=== ACTION ITEM ===
Each entry should be written out again exactly, so that nothing is lost.

=== EXTRACTED INFORMATION ===
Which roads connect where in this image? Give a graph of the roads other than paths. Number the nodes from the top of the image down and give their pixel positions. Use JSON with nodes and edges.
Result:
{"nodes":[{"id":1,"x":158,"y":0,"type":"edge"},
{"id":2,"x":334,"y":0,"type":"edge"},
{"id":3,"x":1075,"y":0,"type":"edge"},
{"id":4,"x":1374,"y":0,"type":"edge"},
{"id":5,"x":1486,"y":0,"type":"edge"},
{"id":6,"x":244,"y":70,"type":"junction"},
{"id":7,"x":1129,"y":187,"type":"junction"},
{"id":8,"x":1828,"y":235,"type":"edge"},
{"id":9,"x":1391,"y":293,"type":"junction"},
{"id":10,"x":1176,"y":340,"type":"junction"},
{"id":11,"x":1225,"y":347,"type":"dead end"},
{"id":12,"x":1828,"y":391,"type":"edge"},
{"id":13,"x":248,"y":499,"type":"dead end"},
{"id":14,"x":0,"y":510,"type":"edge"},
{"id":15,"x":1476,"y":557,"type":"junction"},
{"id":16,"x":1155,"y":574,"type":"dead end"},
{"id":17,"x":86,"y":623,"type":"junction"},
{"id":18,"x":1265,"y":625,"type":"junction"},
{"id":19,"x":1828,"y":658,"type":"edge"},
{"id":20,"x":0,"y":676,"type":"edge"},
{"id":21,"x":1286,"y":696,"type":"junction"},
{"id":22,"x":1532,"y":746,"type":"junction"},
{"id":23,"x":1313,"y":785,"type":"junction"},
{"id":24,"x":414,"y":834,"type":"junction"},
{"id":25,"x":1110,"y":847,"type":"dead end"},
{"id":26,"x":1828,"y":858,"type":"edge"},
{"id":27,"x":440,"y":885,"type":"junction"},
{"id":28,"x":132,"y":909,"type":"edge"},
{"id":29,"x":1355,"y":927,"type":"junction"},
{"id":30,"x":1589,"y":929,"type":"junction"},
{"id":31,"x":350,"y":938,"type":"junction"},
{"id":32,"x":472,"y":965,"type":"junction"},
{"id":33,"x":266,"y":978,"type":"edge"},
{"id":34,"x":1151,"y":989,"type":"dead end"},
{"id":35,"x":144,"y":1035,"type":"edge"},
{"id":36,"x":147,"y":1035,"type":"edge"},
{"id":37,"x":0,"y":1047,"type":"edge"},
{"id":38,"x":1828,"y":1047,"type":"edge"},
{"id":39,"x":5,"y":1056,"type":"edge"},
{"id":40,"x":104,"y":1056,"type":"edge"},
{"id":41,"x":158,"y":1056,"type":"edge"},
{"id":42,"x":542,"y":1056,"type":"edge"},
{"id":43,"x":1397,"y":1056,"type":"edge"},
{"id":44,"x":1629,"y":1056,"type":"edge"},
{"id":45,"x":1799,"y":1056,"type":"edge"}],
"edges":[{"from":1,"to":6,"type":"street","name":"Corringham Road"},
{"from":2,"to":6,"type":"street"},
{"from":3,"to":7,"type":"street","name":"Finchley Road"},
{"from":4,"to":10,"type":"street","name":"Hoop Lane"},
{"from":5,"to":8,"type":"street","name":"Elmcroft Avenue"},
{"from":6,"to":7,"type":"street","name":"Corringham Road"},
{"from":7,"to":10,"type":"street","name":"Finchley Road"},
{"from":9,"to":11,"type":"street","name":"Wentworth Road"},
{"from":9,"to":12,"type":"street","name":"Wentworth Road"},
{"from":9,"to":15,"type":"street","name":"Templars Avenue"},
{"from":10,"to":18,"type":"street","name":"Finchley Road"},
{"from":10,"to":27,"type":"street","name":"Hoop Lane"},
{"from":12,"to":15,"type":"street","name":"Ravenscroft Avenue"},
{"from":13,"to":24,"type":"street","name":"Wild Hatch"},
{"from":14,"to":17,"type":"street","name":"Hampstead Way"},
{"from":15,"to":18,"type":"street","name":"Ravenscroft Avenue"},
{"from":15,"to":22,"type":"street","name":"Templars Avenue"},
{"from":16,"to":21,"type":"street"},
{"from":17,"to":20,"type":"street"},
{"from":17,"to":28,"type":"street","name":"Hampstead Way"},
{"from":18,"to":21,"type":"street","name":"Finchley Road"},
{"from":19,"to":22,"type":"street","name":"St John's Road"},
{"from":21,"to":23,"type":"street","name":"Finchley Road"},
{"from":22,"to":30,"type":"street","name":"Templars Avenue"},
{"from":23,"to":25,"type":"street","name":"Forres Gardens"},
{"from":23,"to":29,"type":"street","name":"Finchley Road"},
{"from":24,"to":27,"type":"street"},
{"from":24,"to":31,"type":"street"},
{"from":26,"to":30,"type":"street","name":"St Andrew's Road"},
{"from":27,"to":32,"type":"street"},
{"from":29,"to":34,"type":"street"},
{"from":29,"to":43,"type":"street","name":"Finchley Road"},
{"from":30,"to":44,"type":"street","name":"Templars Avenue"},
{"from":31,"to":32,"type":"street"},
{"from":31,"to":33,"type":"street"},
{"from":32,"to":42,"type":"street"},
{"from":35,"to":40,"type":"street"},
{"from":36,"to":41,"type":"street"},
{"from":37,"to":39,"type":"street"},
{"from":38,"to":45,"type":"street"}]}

=== RESULT OF THE EXERCISE ===
Which roads connect where in this image? Give a graph of the roads other than paths. Number the nodes from the top of the image down and give their pixel positions. Use JSON with nodes and edges.
Result:
{"nodes":[{"id":1,"x":158,"y":0,"type":"edge"},
{"id":2,"x":334,"y":0,"type":"edge"},
{"id":3,"x":1075,"y":0,"type":"edge"},
{"id":4,"x":1374,"y":0,"type":"edge"},
{"id":5,"x":1486,"y":0,"type":"edge"},
{"id":6,"x":244,"y":70,"type":"junction"},
{"id":7,"x":1129,"y":187,"type":"junction"},
{"id":8,"x":1828,"y":235,"type":"edge"},
{"id":9,"x":1391,"y":293,"type":"junction"},
{"id":10,"x":1176,"y":340,"type":"junction"},
{"id":11,"x":1225,"y":347,"type":"dead end"},
{"id":12,"x":1828,"y":391,"type":"edge"},
{"id":13,"x":248,"y":499,"type":"dead end"},
{"id":14,"x":0,"y":510,"type":"edge"},
{"id":15,"x":1476,"y":557,"type":"junction"},
{"id":16,"x":1155,"y":574,"type":"dead end"},
{"id":17,"x":86,"y":623,"type":"junction"},
{"id":18,"x":1265,"y":625,"type":"junction"},
{"id":19,"x":1828,"y":658,"type":"edge"},
{"id":20,"x":0,"y":676,"type":"edge"},
{"id":21,"x":1286,"y":696,"type":"junction"},
{"id":22,"x":1532,"y":746,"type":"junction"},
{"id":23,"x":1313,"y":785,"type":"junction"},
{"id":24,"x":414,"y":834,"type":"junction"},
{"id":25,"x":1110,"y":847,"type":"dead end"},
{"id":26,"x":1828,"y":858,"type":"edge"},
{"id":27,"x":440,"y":885,"type":"junction"},
{"id":28,"x":132,"y":909,"type":"edge"},
{"id":29,"x":1355,"y":927,"type":"junction"},
{"id":30,"x":1589,"y":929,"type":"junction"},
{"id":31,"x":350,"y":938,"type":"junction"},
{"id":32,"x":472,"y":965,"type":"junction"},
{"id":33,"x":266,"y":978,"type":"edge"},
{"id":34,"x":1151,"y":989,"type":"dead end"},
{"id":35,"x":144,"y":1035,"type":"edge"},
{"id":36,"x":147,"y":1035,"type":"edge"},
{"id":37,"x":0,"y":1047,"type":"edge"},
{"id":38,"x":1828,"y":1047,"type":"edge"},
{"id":39,"x":5,"y":1056,"type":"edge"},
{"id":40,"x":104,"y":1056,"type":"edge"},
{"id":41,"x":158,"y":1056,"type":"edge"},
{"id":42,"x":542,"y":1056,"type":"edge"},
{"id":43,"x":1397,"y":1056,"type":"edge"},
{"id":44,"x":1629,"y":1056,"type":"edge"},
{"id":45,"x":1799,"y":1056,"type":"edge"}],
"edges":[{"from":1,"to":6,"type":"street","name":"Corringham Road"},
{"from":2,"to":6,"type":"street"},
{"from":3,"to":7,"type":"street","name":"Finchley Road"},
{"from":4,"to":10,"type":"street","name":"Hoop Lane"},
{"from":5,"to":8,"type":"street","name":"Elmcroft Avenue"},
{"from":6,"to":7,"type":"street","name":"Corringham Road"},
{"from":7,"to":10,"type":"street","name":"Finchley Road"},
{"from":9,"to":11,"type":"street","name":"Wentworth Road"},
{"from":9,"to":12,"type":"street","name":"Wentworth Road"},
{"from":9,"to":15,"type":"street","name":"Templars Avenue"},
{"from":10,"to":18,"type":"street","name":"Finchley Road"},
{"from":10,"to":27,"type":"street","name":"Hoop Lane"},
{"from":12,"to":15,"type":"street","name":"Ravenscroft Avenue"},
{"from":13,"to":24,"type":"street","name":"Wild Hatch"},
{"from":14,"to":17,"type":"street","name":"Hampstead Way"},
{"from":15,"to":18,"type":"street","name":"Ravenscroft Avenue"},
{"from":15,"to":22,"type":"street","name":"Templars Avenue"},
{"from":16,"to":21,"type":"street"},
{"from":17,"to":20,"type":"street"},
{"from":17,"to":28,"type":"street","name":"Hampstead Way"},
{"from":18,"to":21,"type":"street","name":"Finchley Road"},
{"from":19,"to":22,"type":"street","name":"St John's Road"},
{"from":21,"to":23,"type":"street","name":"Finchley Road"},
{"from":22,"to":30,"type":"street","name":"Templars Avenue"},
{"from":23,"to":25,"type":"street","name":"Forres Gardens"},
{"from":23,"to":29,"type":"street","name":"Finchley Road"},
{"from":24,"to":27,"type":"street"},
{"from":24,"to":31,"type":"street"},
{"from":26,"to":30,"type":"street","name":"St Andrew's Road"},
{"from":27,"to":32,"type":"street"},
{"from":29,"to":34,"type":"street"},
{"from":29,"to":43,"type":"street","name":"Finchley Road"},
{"from":30,"to":44,"type":"street","name":"Templars Avenue"},
{"from":31,"to":32,"type":"street"},
{"from":31,"to":33,"type":"street"},
{"from":32,"to":42,"type":"street"},
{"from":35,"to":40,"type":"street"},
{"from":36,"to":41,"type":"street"},
{"from":37,"to":39,"type":"street"},
{"from":38,"to":45,"type":"street"}]}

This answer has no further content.